Friday, July 07, 2006

in which I am cynical about the possibility of love in a cold cold world

Back to the NWFF to see Busby Berkeley's The Gang's All Here. The opening shot was lifted for Zardoz, surely the only dystopian sci-fi to borrow its opening from Busby Berkeley and its closing from Buster Keaton. This was the third time I've seen Gang, first as a midnighter at the Broadway Market Cinemas, and second at the late lamented Pike Street Cinema's Berkeley series. No particular memory of either screening--the shock of that opening floating head and the even greater shock of the ending still get me as strongly as at the first viewing. One moment I really love is the crossfade between the fallen curtain at the end of "The Lady with the Tutti-Frutti Hat" and the scrim beneath the stairway leading from the stage. Love the way Little Miss Alice Faye raises one eyebrow at the callow lead--but about the lead: something about his mouth reminds me of Kubrick's favorite actor Joe Turkel. So he may not be quite so innocent. Love Charlotte Greenwood (oh, those long limbs!) and especially when she hears the phone ring and answers the cat. Laff? I thought I'd die! And of course Carmen Miranda: I'm nuts for those goofy dames.

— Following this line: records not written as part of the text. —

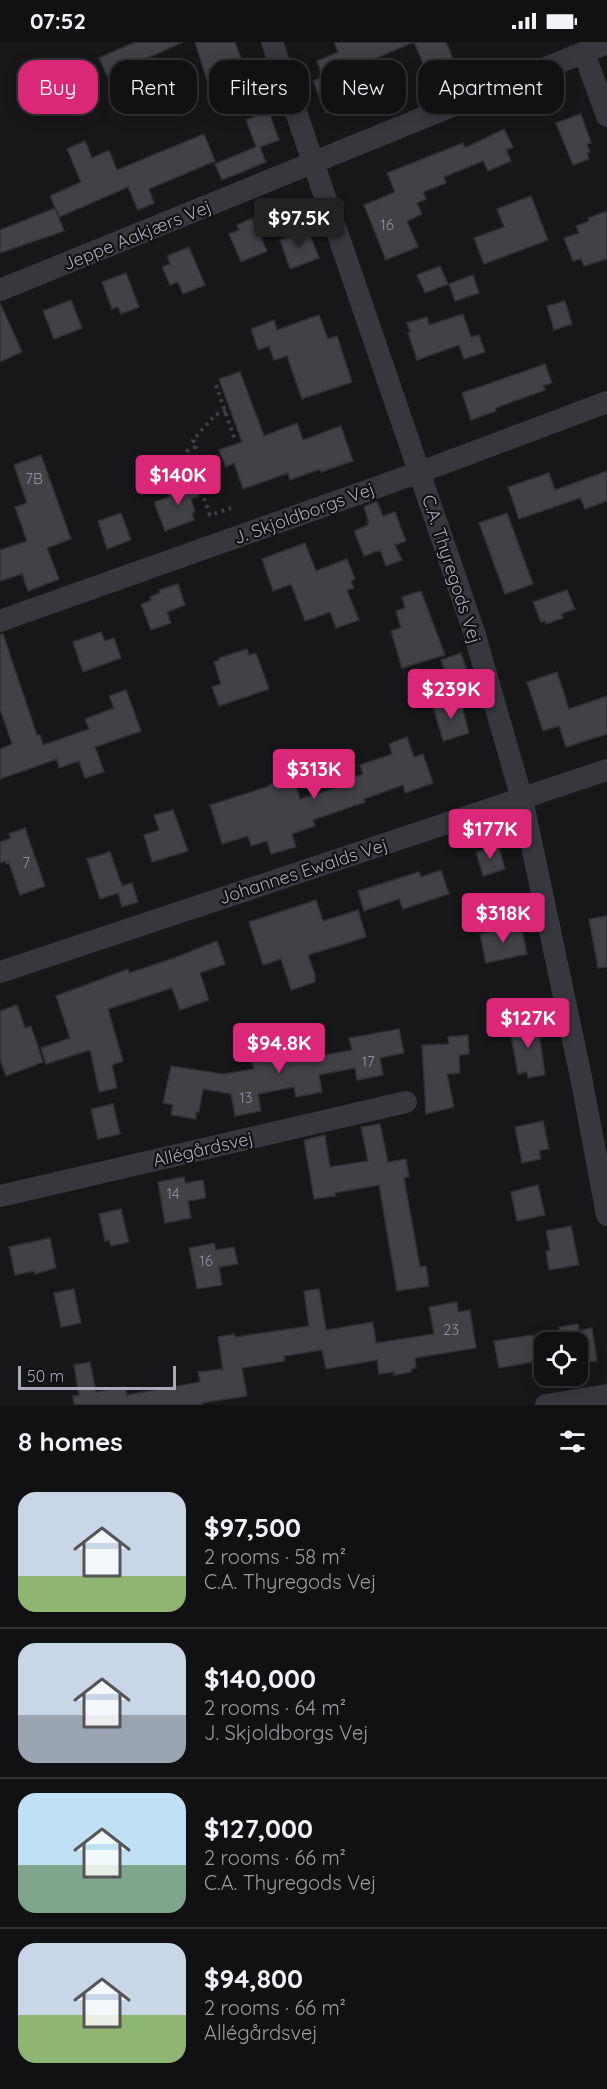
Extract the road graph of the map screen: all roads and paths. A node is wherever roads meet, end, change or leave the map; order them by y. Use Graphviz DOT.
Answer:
graph roads {
  1 [pos="272,42"];
  2 [pos="607,43"];
  3 [pos="584,53"];
  4 [pos="607,116"];
  5 [pos="314,163"];
  6 [pos="0,290"];
  7 [pos="216,385"];
  8 [pos="607,402"];
  9 [pos="226,411"];
  10 [pos="235,440"];
  11 [pos="419,472"];
  12 [pos="231,508"];
  13 [pos="0,621"];
  14 [pos="607,770"];
  15 [pos="522,799"];
  16 [pos="0,972"];
  17 [pos="406,1102"];
  18 [pos="0,1196"];
  19 [pos="607,1215"];
  20 [pos="607,1395"];
  21 [pos="546,1405"];
  1 -- 5 [label="street, C.A. Thyregods Vej"];
  2 -- 3 [label="street, Jeppe Aakjærs Vej"];
  3 -- 4 [label="street"];
  3 -- 5 [label="street, Jeppe Aakjærs Vej"];
  5 -- 6 [label="street, Jeppe Aakjærs Vej"];
  5 -- 11 [label="street, C.A. Thyregods Vej"];
  7 -- 9 [label="path"];
  8 -- 11 [label="street, J. Skjoldborgs Vej"];
  9 -- 10 [label="path"];
  9 -- 12 [label="path"];
  11 -- 13 [label="street, J. Skjoldborgs Vej"];
  11 -- 15 [label="street, C.A. Thyregods Vej"];
  14 -- 15 [label="street, Johannes Ewalds Vej"];
  15 -- 16 [label="street, Johannes Ewalds Vej"];
  15 -- 19 [label="street, C.A. Thyregods Vej"];
  17 -- 18 [label="street, Allégårdsvej"];
  20 -- 21 [label="street"];
}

Final shot: um, sort of a curtain call? It echoes the opening shot, so I guess I could put it in the repetition category.
Then stayed to see Russian Dolls. It's a sequel to a movie I haven't seen--attractive young people and their love problems, not my genre of choice. However, the first film that I saw from this director, When the Cat's Away, made a very favorable impression--it has the best vacation sequence I've ever seen. Russian Dolls is very charming, and the performers are appealing. The director indulges himself in too many Amélie-style fantasy sequences, which rarely work (I'm slightly partial to the Fellini shot of the hero dancing to the movement of his perfect model girlfriend walking sexily down a perfect street), but the majority of the story works well. And it has one of the best compositions I've seen in a while: backwards tracking shot of the red-haired girlfriend walking down the center of a St. Petersburg train platform, her jacket open to show her seafoam green shirt, but everything else around her shades of rust--devastating. I hadn't been sure what was on the character's mind during her speech right before this shot, but her expression and movement solidify everything. And I loved the protagonist's memory of the first time he held one ex's hand--a breathtaking shot of the backs of two hands brushing each other. The movie is convincing enough about the possibility of love that I found myself believing it for a second there. This is why movies are dangerous. Granted, I feel romantic longings after something as silly as The Gang's All Here, too, but the fact that people wouldn't appreciate it if I were to break into song on the street tempers the feeling somewhat...Another thing: The Paris sequences of The Devil Wears Prada begin, as do most Paris sequences in US movies, with a shot of the Eiffel Tower. I realize that I can't remember the last time I saw the Eiffel Tower in a French movie. Or even the Arc de Triomphe (shot #2 or #3 in Devil). Is this a French thing? Because the Americans will still stick the Empire State Building into every New York-shot film, even Spike Lee or Scorsese.
Final shot: protagonists walk off screen. It is also followed midway through the credits by another final shot, an altogether less satisfactory ending, as it tries for a fairy-tale promise that I don't think either of the two characters would agree with. That final shot is, I guess, a still life.